One of the fun things about writing for Hackaday is that it takes you to the places where our community hang out. I was in a hackerspace in a university town the other evening, busily chasing my end of month deadline as no doubt were my colleagues at the time too. In there were a couple of others, a member who’s an electronic engineering student at one of the local universities, and one of their friends from the same course. They were working on the hardware side of a group project, a web-connected device which with a team of several other students, and they were creating from sensor to server to screen.

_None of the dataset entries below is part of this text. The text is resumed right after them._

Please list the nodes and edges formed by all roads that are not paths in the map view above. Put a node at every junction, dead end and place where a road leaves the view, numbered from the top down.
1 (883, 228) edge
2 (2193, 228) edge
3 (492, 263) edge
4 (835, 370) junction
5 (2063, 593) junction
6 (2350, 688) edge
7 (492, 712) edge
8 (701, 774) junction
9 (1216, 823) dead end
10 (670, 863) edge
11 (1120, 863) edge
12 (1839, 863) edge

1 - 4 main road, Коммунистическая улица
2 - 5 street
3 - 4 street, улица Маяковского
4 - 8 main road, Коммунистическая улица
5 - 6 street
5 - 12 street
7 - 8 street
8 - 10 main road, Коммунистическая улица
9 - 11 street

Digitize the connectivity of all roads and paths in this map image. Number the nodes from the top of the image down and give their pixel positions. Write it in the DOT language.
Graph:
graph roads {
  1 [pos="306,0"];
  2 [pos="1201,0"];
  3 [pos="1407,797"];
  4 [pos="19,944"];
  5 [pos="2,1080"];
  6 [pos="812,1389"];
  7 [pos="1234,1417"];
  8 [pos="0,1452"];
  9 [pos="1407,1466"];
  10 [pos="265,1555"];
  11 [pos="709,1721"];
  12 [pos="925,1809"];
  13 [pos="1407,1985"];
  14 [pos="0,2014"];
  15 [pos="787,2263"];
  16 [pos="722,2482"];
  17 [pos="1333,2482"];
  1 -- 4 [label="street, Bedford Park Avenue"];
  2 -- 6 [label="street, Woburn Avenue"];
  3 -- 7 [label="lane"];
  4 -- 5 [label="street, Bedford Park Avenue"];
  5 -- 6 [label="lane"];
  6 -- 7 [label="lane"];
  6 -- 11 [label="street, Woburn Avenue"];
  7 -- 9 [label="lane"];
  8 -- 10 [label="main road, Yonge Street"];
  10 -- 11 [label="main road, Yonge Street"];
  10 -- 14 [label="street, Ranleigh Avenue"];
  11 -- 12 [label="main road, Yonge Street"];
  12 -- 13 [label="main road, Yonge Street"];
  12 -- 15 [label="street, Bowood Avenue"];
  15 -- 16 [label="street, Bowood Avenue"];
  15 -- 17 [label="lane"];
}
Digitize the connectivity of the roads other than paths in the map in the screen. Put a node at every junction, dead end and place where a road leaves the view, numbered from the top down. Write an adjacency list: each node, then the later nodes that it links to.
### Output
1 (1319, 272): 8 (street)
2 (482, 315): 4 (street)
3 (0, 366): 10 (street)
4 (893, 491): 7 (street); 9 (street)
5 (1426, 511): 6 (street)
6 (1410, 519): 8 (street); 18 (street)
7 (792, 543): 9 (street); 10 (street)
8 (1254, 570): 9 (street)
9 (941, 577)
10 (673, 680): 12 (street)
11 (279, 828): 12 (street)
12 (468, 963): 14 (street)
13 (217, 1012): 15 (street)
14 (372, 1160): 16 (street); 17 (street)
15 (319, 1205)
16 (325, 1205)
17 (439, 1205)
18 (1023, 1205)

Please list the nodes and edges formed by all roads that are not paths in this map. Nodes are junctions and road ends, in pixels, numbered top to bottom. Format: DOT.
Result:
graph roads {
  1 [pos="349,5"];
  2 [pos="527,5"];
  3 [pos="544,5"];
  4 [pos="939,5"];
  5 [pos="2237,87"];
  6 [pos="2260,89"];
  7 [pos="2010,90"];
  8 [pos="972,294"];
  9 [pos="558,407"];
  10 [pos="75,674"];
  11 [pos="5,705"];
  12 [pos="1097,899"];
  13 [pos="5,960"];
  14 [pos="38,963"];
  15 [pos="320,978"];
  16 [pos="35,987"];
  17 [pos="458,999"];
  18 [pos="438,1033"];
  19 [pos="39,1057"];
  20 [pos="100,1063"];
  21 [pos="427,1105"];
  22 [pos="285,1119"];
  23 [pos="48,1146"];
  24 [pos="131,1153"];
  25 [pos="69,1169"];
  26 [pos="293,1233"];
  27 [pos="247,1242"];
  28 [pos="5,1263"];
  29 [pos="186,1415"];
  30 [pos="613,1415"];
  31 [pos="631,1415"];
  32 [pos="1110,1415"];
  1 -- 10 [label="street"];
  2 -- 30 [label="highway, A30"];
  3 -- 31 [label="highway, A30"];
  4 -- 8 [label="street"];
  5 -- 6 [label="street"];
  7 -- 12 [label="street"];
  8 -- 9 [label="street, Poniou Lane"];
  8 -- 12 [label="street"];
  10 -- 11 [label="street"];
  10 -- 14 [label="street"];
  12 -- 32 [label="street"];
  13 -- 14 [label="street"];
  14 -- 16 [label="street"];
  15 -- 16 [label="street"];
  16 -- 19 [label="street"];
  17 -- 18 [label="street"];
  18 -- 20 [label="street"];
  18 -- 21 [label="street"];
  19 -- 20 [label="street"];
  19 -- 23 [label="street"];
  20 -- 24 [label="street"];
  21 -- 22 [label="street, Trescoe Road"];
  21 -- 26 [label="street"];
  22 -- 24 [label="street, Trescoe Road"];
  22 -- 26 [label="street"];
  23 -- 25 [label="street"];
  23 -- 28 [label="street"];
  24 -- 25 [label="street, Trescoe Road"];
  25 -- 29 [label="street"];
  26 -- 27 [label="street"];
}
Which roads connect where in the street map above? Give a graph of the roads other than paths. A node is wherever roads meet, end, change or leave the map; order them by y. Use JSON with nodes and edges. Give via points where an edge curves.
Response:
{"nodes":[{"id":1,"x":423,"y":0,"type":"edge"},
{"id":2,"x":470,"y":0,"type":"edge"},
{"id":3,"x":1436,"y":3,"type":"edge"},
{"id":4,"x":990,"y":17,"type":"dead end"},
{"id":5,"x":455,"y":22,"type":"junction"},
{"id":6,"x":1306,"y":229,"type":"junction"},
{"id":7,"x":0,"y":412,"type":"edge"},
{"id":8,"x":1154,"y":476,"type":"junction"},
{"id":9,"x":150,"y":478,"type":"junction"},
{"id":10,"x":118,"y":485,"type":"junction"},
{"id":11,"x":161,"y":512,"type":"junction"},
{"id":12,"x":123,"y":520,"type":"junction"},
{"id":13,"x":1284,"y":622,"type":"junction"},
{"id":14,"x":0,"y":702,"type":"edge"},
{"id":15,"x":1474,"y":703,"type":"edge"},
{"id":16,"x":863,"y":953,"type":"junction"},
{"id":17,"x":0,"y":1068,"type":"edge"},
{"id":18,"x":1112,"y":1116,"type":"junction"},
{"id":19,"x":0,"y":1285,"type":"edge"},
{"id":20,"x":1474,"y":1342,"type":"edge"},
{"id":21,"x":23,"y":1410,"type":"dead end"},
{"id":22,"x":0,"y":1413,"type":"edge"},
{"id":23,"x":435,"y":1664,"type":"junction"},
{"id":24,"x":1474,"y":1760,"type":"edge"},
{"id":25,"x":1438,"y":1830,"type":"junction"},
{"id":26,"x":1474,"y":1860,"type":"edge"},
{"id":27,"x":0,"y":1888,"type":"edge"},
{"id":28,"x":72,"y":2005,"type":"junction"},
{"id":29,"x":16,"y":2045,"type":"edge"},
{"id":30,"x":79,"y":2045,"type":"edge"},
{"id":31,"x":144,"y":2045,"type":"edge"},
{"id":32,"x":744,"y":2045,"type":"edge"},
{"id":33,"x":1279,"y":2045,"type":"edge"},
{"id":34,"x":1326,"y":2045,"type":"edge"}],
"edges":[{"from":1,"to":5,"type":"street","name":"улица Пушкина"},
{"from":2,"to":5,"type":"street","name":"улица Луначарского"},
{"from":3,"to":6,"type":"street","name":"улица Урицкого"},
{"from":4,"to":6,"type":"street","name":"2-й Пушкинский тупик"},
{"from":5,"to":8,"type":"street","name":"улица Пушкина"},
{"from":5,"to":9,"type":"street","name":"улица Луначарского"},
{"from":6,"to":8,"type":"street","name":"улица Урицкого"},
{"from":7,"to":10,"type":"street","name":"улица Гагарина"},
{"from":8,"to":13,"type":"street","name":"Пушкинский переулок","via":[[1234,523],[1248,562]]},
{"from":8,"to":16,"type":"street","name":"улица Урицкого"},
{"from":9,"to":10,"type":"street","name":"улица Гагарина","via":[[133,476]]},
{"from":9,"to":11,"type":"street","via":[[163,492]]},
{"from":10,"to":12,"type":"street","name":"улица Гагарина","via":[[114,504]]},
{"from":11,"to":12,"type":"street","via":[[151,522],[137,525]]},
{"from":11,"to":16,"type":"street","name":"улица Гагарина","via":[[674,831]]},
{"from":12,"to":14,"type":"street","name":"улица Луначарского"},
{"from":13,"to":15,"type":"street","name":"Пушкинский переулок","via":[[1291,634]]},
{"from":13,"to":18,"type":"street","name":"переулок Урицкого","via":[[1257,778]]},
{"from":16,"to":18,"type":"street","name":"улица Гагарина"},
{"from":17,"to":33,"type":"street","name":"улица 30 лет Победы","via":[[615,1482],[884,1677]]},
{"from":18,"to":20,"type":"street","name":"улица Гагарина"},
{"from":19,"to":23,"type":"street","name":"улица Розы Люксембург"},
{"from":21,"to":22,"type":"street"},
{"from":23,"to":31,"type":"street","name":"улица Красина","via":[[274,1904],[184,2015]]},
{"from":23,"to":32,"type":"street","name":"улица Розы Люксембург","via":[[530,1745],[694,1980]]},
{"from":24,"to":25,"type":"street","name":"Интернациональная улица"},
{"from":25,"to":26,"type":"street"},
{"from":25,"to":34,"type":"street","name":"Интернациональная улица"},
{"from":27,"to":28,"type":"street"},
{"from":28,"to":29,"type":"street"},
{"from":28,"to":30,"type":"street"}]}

I have a lot of respect for my friend’s engineering abilities, I won’t name them but they’ve done a bunch of really accomplished projects, and some of them have even been featured here by my colleagues. They are already a very competent engineer indeed, and when in time they receive the bit of paper to prove it, they will go far. The other student was immediately apparent as being cut from the same cloth, as people say in hackerspaces, “one of us”.

They were making great progress with the hardware and low-level software while they were there, but I was saddened at their lament over their colleagues. In particular it seemed they had a real problem with vibe coding: they estimated that only a small percentage of their classmates could code by hand as they did, and the result was a lot of impenetrable code that looked good, but often simply didn’t work.

I came away wondering not how AI could be used to generate such poor quality work, but how on earth this could be viewed as acceptable in a university.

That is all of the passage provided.